[MATERIAL PROVIDED]
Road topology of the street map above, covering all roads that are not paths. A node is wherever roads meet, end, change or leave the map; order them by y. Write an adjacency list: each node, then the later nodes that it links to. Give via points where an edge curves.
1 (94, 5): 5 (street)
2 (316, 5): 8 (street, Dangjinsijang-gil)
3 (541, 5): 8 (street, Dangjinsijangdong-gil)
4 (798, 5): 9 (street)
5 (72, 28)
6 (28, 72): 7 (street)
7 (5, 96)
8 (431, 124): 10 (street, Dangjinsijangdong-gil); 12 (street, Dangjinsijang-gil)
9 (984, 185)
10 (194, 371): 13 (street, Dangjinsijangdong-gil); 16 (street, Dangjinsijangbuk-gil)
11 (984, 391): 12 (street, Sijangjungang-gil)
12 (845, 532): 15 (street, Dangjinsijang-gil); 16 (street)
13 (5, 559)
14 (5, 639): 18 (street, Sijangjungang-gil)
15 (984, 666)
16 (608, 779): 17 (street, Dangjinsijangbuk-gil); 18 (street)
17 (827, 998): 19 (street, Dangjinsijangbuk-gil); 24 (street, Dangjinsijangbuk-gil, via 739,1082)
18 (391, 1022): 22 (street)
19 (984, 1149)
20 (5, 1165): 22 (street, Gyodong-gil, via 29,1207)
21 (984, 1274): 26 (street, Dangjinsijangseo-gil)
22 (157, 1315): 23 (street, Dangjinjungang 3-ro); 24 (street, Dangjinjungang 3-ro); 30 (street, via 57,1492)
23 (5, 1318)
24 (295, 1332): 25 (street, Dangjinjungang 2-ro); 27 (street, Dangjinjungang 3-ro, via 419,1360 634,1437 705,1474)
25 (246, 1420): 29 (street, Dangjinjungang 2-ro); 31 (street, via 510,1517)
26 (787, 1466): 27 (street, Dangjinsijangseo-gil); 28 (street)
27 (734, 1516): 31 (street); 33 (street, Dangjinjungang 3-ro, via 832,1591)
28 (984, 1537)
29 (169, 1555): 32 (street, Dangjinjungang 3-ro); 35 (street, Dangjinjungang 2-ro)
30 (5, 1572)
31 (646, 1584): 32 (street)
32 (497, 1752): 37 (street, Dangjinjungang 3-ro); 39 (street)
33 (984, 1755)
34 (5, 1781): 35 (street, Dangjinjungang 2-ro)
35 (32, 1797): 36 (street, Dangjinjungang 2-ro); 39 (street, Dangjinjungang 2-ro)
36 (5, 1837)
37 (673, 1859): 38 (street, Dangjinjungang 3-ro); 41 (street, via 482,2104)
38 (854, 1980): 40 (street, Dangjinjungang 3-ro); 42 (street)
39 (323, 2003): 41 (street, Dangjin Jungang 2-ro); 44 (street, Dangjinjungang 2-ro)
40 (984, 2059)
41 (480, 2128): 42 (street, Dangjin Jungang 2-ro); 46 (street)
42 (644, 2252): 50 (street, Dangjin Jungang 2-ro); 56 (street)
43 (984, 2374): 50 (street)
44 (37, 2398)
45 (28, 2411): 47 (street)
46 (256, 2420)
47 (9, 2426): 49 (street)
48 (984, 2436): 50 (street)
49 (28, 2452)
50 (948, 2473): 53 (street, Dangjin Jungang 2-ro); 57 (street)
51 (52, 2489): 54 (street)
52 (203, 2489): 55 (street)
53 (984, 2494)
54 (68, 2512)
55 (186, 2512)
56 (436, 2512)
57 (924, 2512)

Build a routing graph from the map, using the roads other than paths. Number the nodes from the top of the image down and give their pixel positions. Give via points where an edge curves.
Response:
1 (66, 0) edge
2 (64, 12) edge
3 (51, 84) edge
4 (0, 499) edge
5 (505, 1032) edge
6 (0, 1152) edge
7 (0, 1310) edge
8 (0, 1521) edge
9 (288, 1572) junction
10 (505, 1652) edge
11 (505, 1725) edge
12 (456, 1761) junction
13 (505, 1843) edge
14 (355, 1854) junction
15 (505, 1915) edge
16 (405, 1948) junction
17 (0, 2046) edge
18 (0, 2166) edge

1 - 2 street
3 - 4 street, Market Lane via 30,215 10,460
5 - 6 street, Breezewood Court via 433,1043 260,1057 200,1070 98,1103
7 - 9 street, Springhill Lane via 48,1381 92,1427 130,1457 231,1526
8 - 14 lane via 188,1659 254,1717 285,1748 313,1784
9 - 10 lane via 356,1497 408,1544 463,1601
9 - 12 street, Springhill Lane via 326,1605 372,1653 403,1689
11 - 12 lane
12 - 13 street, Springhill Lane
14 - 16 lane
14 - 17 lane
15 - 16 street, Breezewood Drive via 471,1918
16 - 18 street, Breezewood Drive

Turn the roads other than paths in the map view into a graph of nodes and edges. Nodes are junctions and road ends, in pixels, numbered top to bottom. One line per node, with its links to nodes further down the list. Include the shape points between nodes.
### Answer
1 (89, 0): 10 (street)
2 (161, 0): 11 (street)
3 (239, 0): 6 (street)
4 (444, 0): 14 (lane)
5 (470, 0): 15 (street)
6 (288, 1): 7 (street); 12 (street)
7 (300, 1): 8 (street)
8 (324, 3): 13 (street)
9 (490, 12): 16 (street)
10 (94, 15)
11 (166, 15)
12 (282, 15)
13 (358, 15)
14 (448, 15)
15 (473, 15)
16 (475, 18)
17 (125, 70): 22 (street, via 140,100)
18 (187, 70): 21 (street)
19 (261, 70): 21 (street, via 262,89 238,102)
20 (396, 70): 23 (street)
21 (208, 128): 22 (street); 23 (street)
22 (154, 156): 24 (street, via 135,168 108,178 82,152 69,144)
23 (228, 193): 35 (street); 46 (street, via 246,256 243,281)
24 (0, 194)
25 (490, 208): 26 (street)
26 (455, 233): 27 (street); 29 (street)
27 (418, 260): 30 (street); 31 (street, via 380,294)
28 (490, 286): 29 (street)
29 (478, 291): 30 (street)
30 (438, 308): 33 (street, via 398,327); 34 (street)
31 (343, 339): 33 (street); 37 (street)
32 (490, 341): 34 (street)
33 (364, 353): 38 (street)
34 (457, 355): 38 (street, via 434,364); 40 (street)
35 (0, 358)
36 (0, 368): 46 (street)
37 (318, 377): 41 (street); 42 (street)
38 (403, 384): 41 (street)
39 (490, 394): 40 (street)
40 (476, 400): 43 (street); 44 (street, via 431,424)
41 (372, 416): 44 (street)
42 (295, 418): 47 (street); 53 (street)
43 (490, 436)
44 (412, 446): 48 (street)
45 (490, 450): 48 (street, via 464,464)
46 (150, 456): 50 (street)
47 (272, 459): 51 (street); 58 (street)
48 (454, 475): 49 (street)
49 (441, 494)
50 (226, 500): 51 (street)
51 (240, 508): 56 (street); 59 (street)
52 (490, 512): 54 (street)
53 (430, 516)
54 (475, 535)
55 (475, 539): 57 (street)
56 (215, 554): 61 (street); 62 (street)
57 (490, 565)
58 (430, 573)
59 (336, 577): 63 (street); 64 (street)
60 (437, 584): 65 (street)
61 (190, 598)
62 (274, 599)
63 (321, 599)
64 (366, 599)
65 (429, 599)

[EXERCISE PROMPT] Each line above that includes "than" should be shown.

[WORKED SOLUTION]
Build a routing graph from the map, using the roads other than paths. Number the nodes from the top of the image down and give their pixel positions. Give via points where an edge curves.
Turn the roads other than paths in the map view into a graph of nodes and edges. Nodes are junctions and road ends, in pixels, numbered top to bottom. One line per node, with its links to nodes further down the list. Include the shape points between nodes.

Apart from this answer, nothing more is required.